La justice dont l’Esprit convaincra le monde est donc la justice de Christ, qui lui est personnelle, ce mot ne saurait s’entendre ici dans le sens que l’apôtre Paul lui donne : la justice que le pécheur obtient par la foi en Christ. Augustin, Luther, Mélanchton, Calvin et d’autres l’expliquent ainsi à tort.
Mais, comme le reconnaissent de Wette, Luthardt et d’autres exégètes, cette explication, si elle ne donne pas le vrai sens du terme de justice, renferme une pensée qui n’est pas entièrement étrangère au contexte, car la justification de Christ a pour conséquence la justification de ceux qui se confient en lui comme en leur Sauveur.
Jésus ajoute en s’adressant à ses disciples : et que vous ne me verrez plus.

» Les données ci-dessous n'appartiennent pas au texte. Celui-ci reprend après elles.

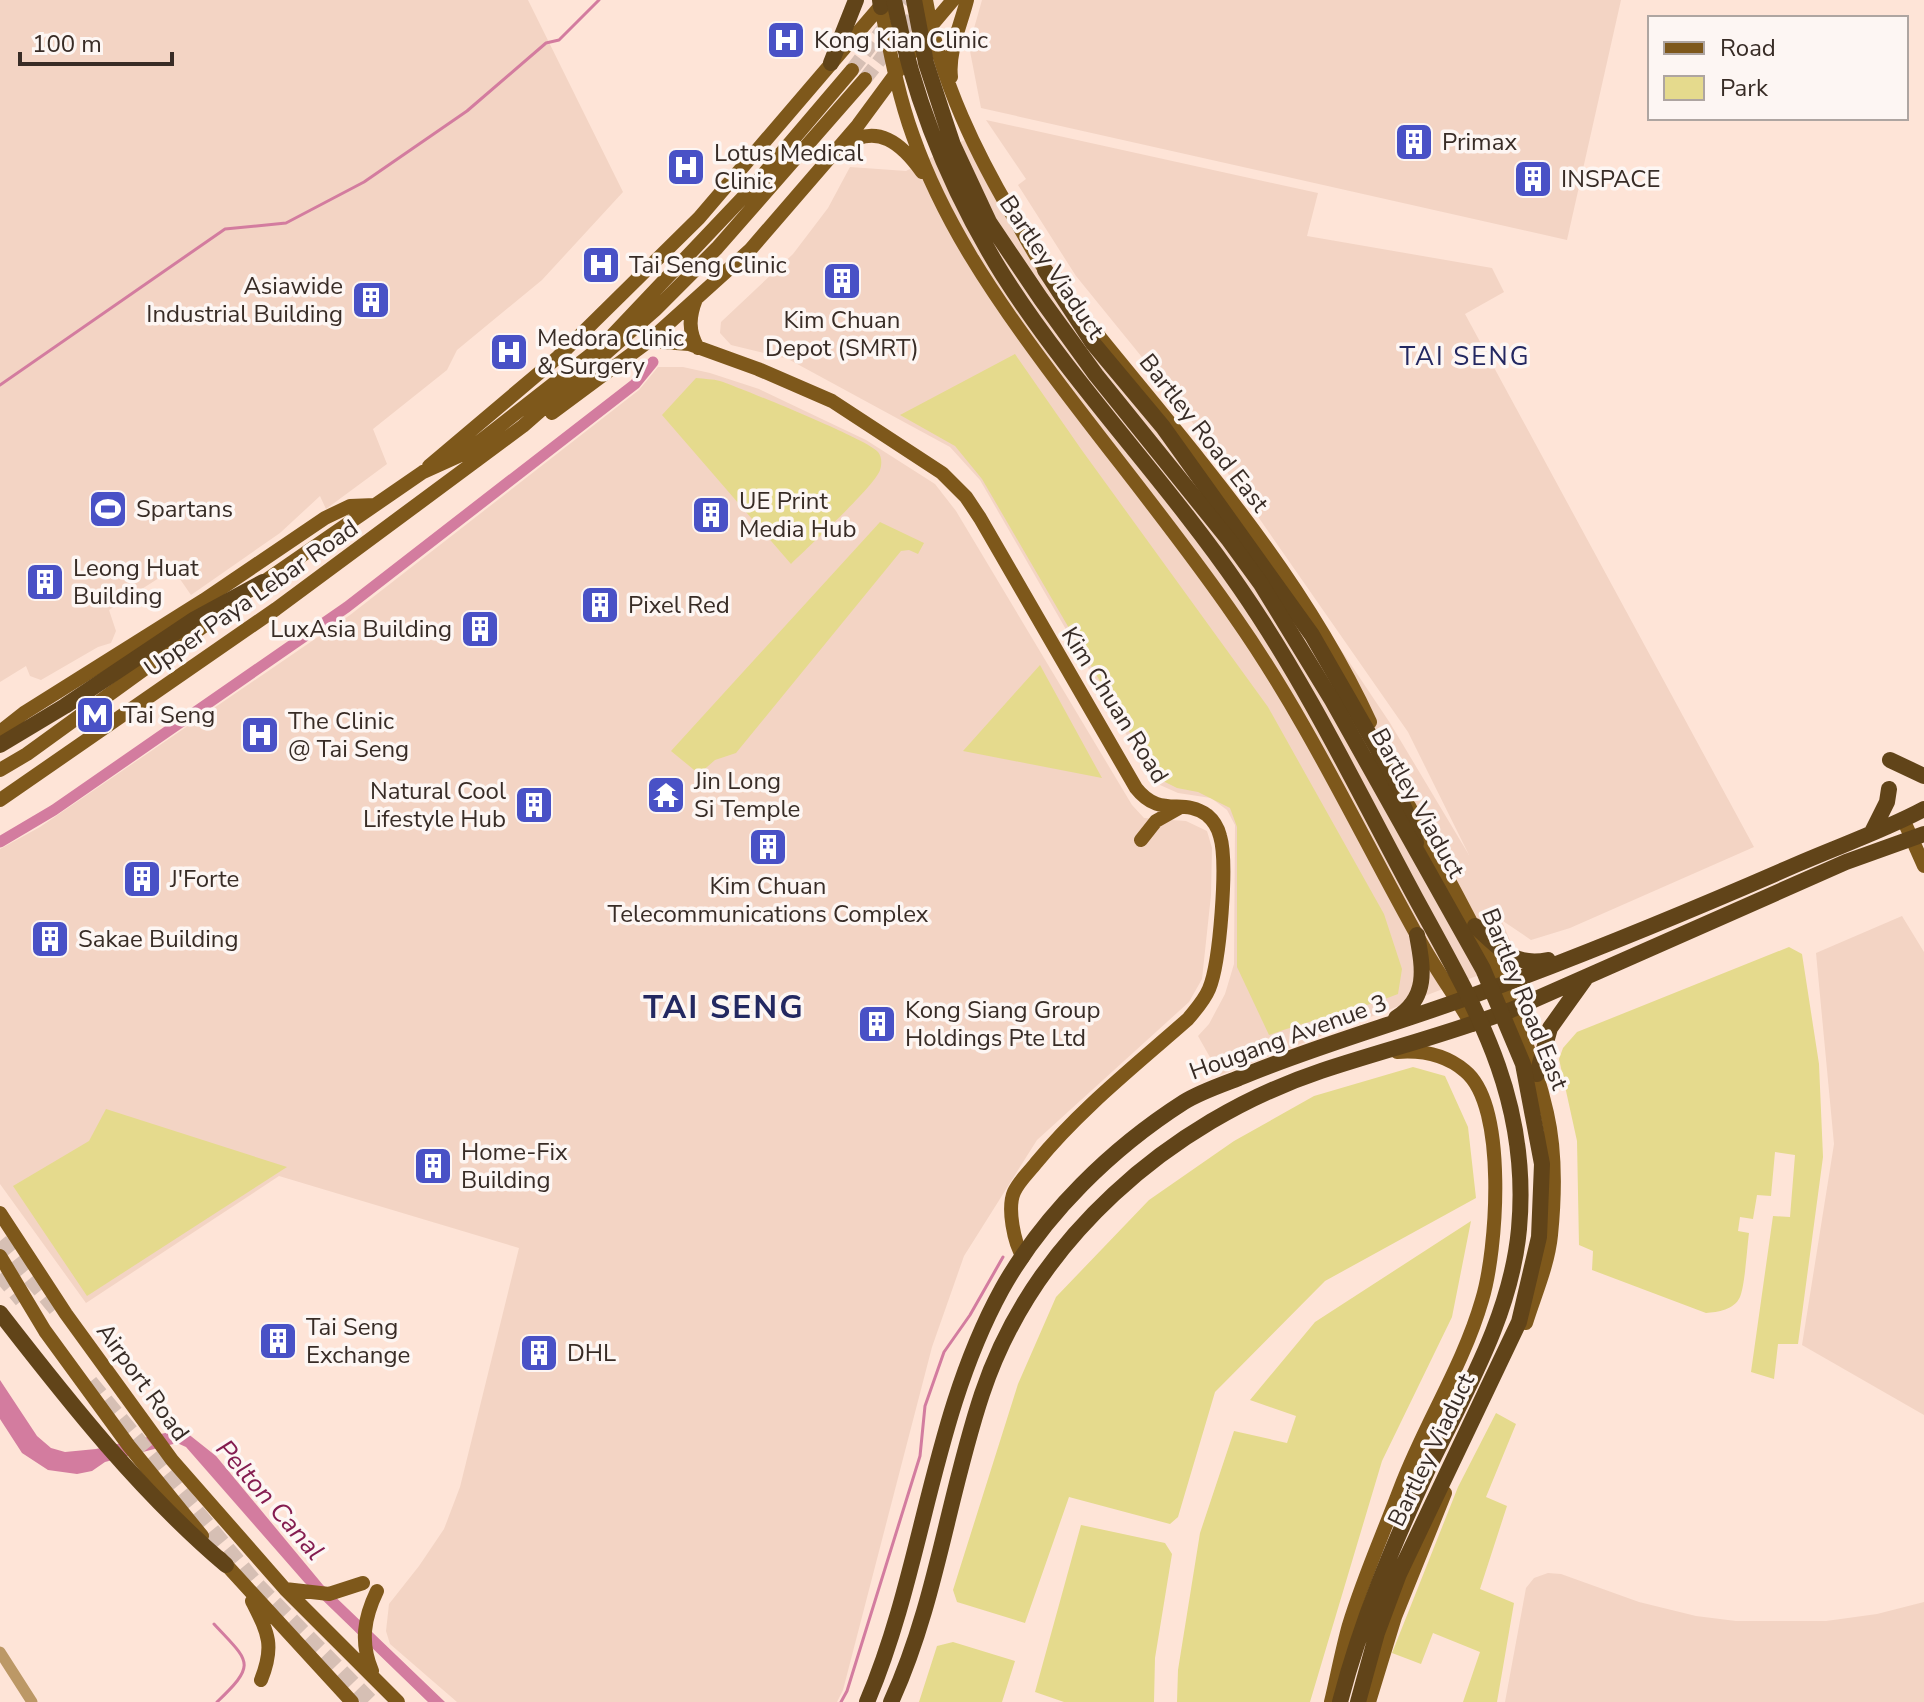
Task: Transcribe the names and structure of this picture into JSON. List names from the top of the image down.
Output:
{
  "streets": {
    "highway": ["Bartley Viaduct", "Hougang Avenue 3"],
    "main road": [
      "Bartley Road East",
      "Upper Paya Lebar Road",
      "Kim Chuan Road",
      "Airport Road"
    ]
  },
  "crossings": [
    ["Bartley Viaduct", "Upper Paya Lebar Road"],
    ["Bartley Road East", "Upper Paya Lebar Road"],
    ["Bartley Road East", "Hougang Avenue 3"],
    ["Upper Paya Lebar Road", "Kim Chuan Road"],
    ["Kim Chuan Road", "Hougang Avenue 3"]
  ],
  "districts": ["TAI SENG", "TAI SENG"],
  "water": ["Pelton Canal"],
  "places": {
    "hospital": [
      "Kong Kian Clinic",
      "Lotus Medical Clinic",
      "Tai Seng Clinic",
      "Medora Clinic & Surgery",
      "The Clinic @ Tai Seng"
    ],
    "building": [
      "Primax",
      "INSPACE",
      "Kim Chuan Depot (SMRT)",
      "Asiawide Industrial Building",
      "UE Print Media Hub",
      "Leong Huat Building",
      "Pixel Red",
      "LuxAsia Building",
      "Natural Cool Lifestyle Hub",
      "Kim Chuan Telecommunications Complex",
      "J'Forte",
      "Sakae Building",
      "Kong Siang Group Holdings Pte Ltd",
      "Home-Fix Building",
      "Tai Seng Exchange",
      "DHL"
    ],
    "sports": ["Spartans"],
    "metro station": ["Tai Seng"],
    "temple": ["Jin Long Si Temple"]
  },
  "legend": ["Road", "Park"],
  "scale_bar": "100 m"
}
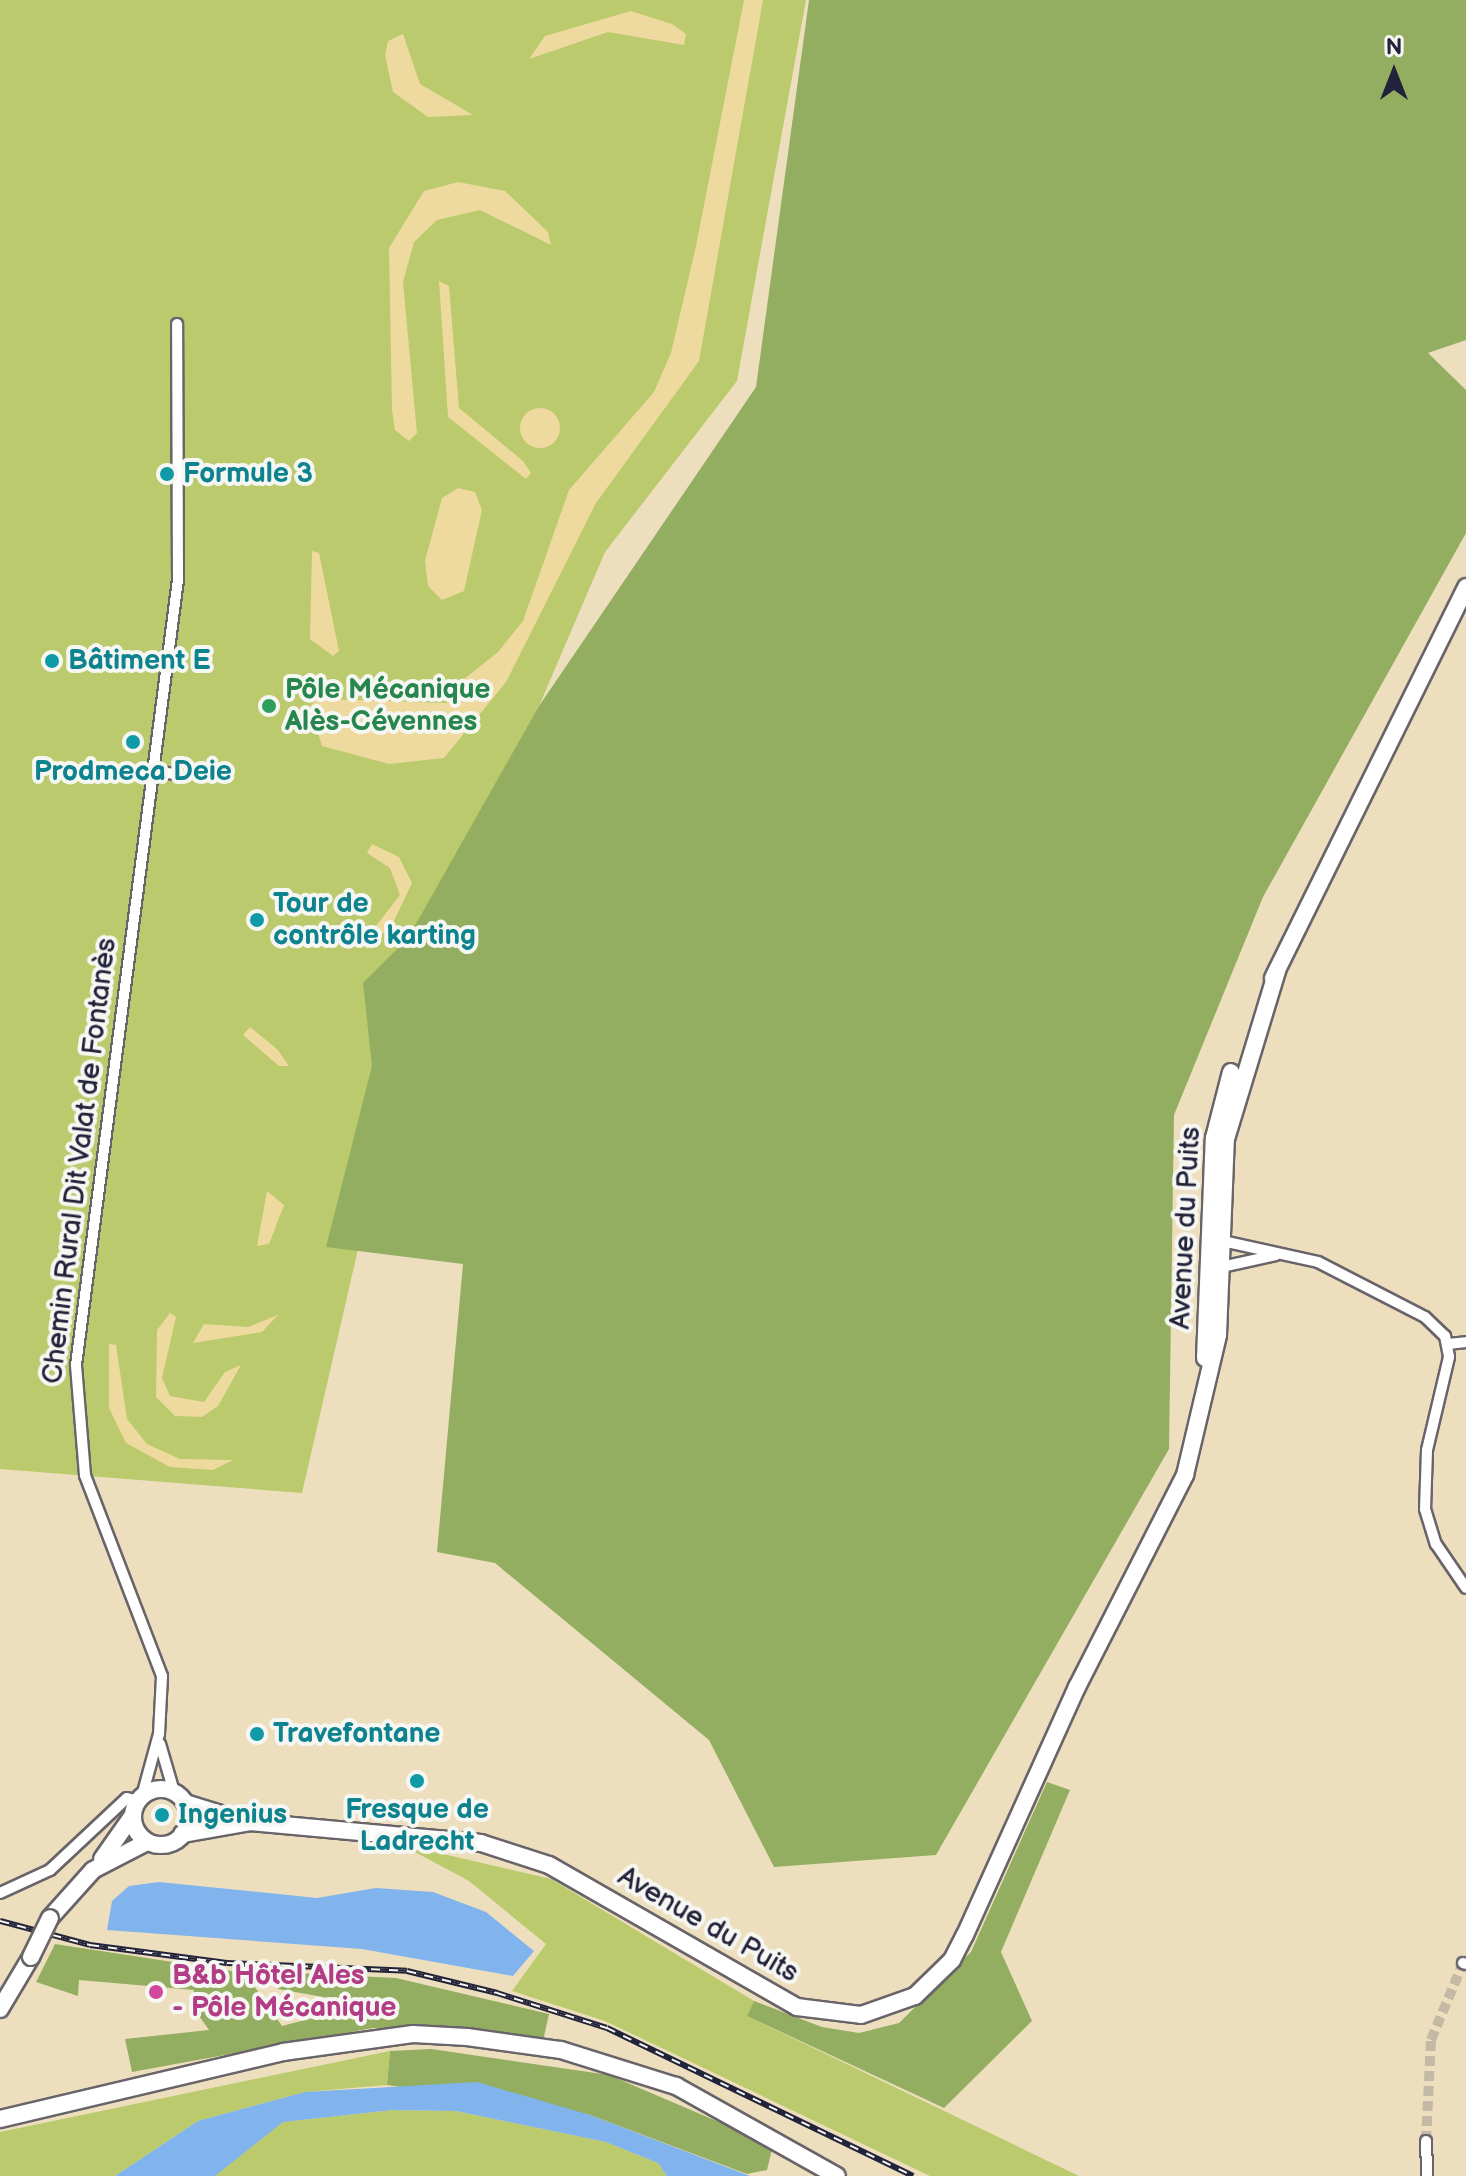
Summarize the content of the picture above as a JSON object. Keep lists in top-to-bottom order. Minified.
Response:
{"streets":{"main road":["Avenue du Puits"],"street":["Chemin Rural Dit Valat de Fontanès"]},"crossings":[["Chemin Rural Dit Valat de Fontanès","Avenue du Puits"]],"places":["Formule 3","Bâtiment E","Pôle Mécanique Alès-Cévennes","Prodmeca Deie","Tour de contrôle karting","Travefontane","Fresque de Ladrecht","Ingenius","B&b Hôtel Ales - Pôle Mécanique"],"north":"top"}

Cette parole est la confirmation de celle qui précède : je m’en vais à mon Père.
Si Jésus déclare à ses disciples directement qu’il va devenir invisible par son retour auprès du Père cette tournure personnelle qu’il donne à l’énoncé de sa pensée peut s’expliquer soit par l’intention de leur témoigner sa tendre sympathie pour la douleur que leur causera la séparation (Meyer, Luthardt), soit par le désir de les avertir qu’ils auront à se déshabituer de sa présence matérielle qu’ils devront apprendre à ne plus le voir selon la chair, mais à entrer, par le moyen du Saint-Esprit, dans une communion intime et vivante avec lui.
En les unissant dans cette communion, en constituant ainsi l’Église qui est le corps de Christ et sa représentante sur la terre, le Saint-Esprit convaincra le monde de la justice de Jésus-Christ et démontrera à tous que Jésus est le Saint de Dieu, le Sauveur des hommes, la source du salut et de la vie éternelle.
Partout où le monde sera convaincu de son propre péché et de la justice de Christ, il sera aussi convaincu de jugement.
Ce jugement devait commencer par celui qui a été, sur notre terre, l’auteur du péché, le prince de ce monde (Jean 12.31, note ; comparez Jean 14.30), le chef du royaume des ténèbres.
Il est déjà jugé par le seul fait de l’œuvre de rédemption qu’allait accomplir le Sauveur. La puissance et la domination de l’ennemi vont être brisées et la terre, où il régnait, ouverte à la prédication du salut.
Chaque pécheur arraché à Satan et régénéré par l’Esprit est le monument de la condamnation de celui qui s’appelait jadis le prince de ce monde.
Pour que l’Esprit Puisse convaincre le monde, il faut d’abord qu’il agisse dans les apôtres qui seront les instruments de son action sur le monde. C’est pourquoi après avoir décrit celle-ci, Jésus promet à ses disciples que l’Esprit les conduira dans toute la vérité et complétera l’instruction qu’ils ont reçue de lui.
Les enseignements de Jésus à ses disciples renfermaient toute la vérité divine qu’ils avaient pu comprendre jusqu’alors (Jean 15.15 ; Jean 16.30).
Mais les grands développements et les applications diverses de cette vérité qui devaient se réaliser par l’établissement du royaume de Dieu sur la terre leur étaient encore inconnus ; ils ignoraient la naissance et les progrès d’une Église chrétienne qui unirait en un seul corps Juifs et païens.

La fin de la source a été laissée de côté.